Plasmodium falciparum causes the most severe form of malaria and causes approximately 500 000 deaths per year. P. falciparum parasites resistant to current antimalarial treatments are spreading. Therefore, it is imperative to develop new antimalarial drugs. Malaria parasites are purine auxotrophic. They rely on purine import from the host erythrocyte via Equilibrative Nucleoside Transporters (ENTs). Recently, inhibitors of the P. falciparum ENT1 (PfENT1) that inhibit proliferation of malaria parasites in culture have been identified as promising starting points for antimalarial drug development. Genome sequencing of P. falciparum field isolates has identified nonsynonymous single nucleotide polymorphisms (SNPs) in the gene encoding PfENT1. Here we evaluate the impact of these PfENT1 SNPs on purine substrate affinity and inhibitor efficacy. We expressed each PfENT1-SNP in Saccharomyces cerevisiae. Using PfENT1-SNP-expressing yeast, we characterized the PfENT1 purine substrate affinity using radiolabeled substrate uptake inhibition experiments.
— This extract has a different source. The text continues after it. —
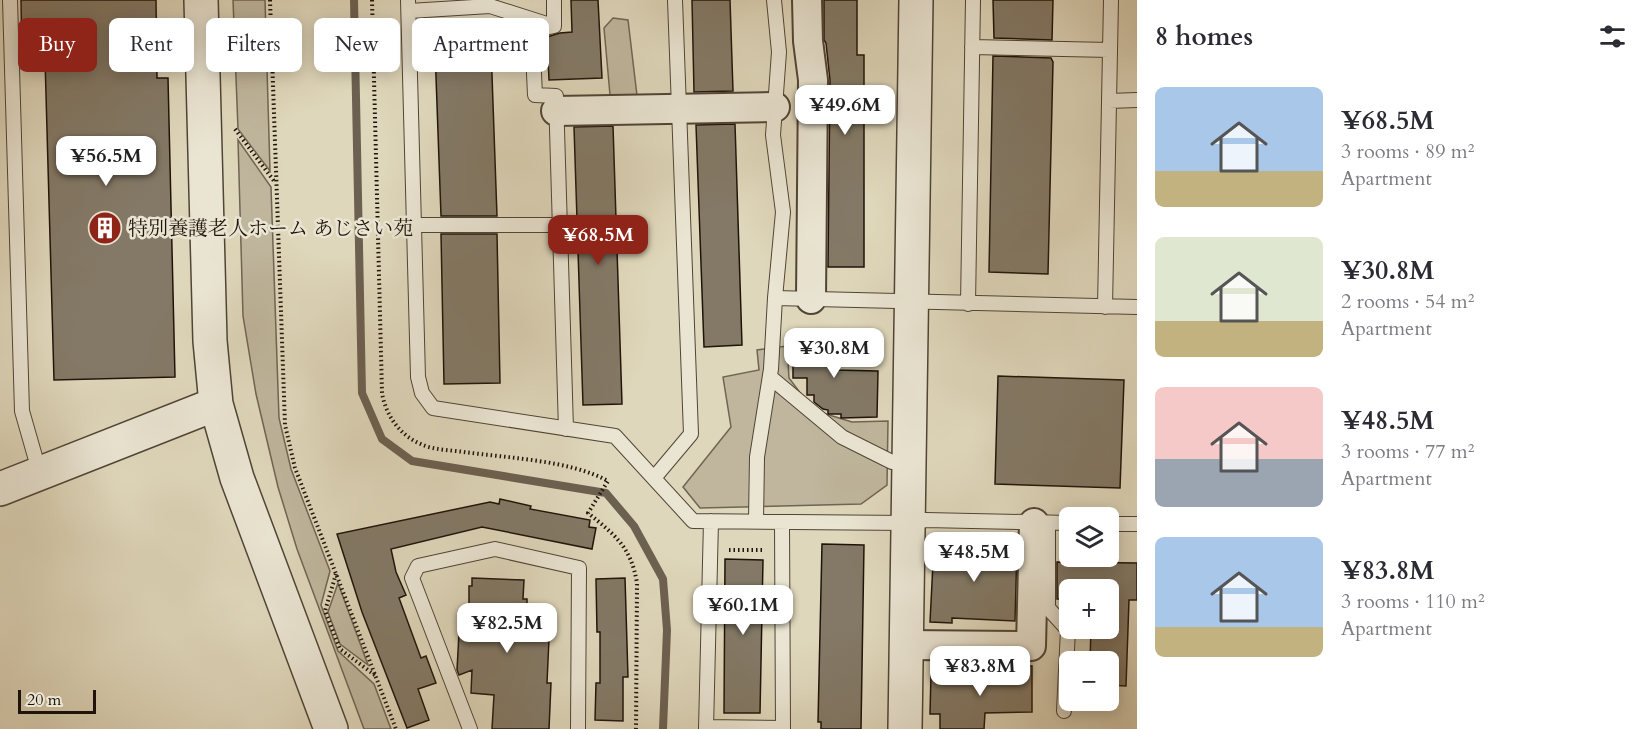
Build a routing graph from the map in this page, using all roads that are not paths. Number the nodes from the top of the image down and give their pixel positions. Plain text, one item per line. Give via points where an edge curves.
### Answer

Four of the 13 SNPs altered affinity for one or more purines by up to 7-fold. Three of the SNPs reduced the potency of a subset of the inhibitors by up to 7-fold. One SNP, Q284E, reduced the potency of all six inhibitor chemotypes. We tested drug efficacy in available parasite strains containing PfENT1 SNPs. While PfENT1-SNP-expressing yeast had decreased sensitivity to PfENT1 inhibitors, parasite strains containing SNPs showed similar or more potent inhibition of proliferation with all PfENT1 inhibitors. Thus, parasite strains bearing PfENT1 SNPs are not resistant to these PfENT1 inhibitors. This supports PfENT1 as a promising target for further development of novel antimalarial drugs.